━━ Input records

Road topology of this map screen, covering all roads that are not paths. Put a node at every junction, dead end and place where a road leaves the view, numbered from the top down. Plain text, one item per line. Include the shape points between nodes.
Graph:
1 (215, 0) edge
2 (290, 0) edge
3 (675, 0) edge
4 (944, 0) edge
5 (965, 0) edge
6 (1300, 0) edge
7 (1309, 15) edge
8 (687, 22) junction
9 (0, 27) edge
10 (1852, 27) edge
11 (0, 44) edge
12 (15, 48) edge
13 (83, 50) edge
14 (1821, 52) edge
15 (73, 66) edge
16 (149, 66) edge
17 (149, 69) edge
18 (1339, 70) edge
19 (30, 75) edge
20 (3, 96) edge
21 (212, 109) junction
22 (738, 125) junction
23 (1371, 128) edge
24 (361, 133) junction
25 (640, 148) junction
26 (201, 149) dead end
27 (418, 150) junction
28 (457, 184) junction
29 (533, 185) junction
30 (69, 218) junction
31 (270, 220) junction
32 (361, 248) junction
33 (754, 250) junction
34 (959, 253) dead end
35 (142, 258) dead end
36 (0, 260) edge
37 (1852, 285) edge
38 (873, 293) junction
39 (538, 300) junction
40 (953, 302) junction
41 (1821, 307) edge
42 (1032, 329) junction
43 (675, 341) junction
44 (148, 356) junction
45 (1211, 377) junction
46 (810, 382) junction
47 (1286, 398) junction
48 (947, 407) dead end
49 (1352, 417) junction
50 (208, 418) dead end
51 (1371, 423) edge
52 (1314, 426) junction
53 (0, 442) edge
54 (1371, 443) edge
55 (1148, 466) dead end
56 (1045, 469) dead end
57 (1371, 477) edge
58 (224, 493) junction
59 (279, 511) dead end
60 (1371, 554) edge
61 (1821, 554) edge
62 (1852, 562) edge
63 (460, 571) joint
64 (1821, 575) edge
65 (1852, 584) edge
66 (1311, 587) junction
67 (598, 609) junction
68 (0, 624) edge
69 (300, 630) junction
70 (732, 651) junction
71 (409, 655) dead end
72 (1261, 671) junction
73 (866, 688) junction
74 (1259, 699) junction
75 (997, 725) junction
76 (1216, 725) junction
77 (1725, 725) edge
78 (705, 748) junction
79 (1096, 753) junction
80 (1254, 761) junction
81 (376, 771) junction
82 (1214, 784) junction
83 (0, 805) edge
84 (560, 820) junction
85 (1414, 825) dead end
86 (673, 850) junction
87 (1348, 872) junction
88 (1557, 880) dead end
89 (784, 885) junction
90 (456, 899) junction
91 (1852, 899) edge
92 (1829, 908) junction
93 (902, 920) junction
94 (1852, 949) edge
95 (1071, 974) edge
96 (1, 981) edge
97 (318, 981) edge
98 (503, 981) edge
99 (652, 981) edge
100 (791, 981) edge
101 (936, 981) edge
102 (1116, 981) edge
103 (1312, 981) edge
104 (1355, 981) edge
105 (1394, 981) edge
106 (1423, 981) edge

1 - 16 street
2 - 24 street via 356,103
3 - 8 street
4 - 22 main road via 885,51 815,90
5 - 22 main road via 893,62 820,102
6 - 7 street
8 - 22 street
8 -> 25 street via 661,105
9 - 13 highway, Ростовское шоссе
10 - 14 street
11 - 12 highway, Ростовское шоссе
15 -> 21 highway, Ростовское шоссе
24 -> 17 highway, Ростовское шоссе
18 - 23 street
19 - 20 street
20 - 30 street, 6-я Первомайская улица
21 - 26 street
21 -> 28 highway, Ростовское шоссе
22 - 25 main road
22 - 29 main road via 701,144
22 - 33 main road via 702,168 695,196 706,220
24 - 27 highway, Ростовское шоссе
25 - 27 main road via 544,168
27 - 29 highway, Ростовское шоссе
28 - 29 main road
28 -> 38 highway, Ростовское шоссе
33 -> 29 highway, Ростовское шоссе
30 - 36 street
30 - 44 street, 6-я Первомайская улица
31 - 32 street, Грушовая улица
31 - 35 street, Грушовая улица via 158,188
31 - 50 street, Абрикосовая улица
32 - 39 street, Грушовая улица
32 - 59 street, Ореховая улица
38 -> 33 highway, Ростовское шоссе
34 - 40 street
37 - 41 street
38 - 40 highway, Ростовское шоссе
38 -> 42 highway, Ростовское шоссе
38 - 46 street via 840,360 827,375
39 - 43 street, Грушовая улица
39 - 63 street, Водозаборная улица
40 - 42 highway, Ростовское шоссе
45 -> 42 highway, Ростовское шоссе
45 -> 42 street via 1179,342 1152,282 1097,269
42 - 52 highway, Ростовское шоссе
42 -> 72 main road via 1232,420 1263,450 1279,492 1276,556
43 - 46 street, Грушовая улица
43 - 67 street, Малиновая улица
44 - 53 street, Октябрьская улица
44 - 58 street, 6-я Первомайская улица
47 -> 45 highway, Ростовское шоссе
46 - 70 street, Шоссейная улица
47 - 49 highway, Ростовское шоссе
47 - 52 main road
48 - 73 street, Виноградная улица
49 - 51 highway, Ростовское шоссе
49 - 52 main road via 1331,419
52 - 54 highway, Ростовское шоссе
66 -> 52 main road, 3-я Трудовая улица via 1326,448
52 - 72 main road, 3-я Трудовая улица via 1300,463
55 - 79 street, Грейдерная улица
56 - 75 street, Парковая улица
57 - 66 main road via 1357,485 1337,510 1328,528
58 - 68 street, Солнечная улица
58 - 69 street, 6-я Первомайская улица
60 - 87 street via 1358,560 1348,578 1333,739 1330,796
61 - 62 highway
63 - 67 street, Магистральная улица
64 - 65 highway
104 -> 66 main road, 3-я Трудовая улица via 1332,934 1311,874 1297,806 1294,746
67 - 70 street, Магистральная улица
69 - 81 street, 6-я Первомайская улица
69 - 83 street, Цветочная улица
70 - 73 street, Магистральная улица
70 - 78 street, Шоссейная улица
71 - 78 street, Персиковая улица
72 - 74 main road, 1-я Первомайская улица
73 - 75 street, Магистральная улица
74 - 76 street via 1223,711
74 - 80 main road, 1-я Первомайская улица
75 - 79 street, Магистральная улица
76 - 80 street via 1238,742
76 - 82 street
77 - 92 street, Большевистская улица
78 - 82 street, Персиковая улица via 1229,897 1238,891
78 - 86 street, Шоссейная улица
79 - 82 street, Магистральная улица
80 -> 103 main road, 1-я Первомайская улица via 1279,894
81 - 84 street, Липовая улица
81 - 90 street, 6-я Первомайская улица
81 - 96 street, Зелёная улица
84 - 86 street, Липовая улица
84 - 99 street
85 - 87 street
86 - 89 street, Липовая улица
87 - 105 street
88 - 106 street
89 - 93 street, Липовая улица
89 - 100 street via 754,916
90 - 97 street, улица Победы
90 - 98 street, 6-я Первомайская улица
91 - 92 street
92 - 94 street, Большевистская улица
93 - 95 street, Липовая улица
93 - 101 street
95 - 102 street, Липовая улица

━━━━

__Problem description__:
Total lines with "Трудовая" in the records above: report that figure alone.

__Worked solution__:
3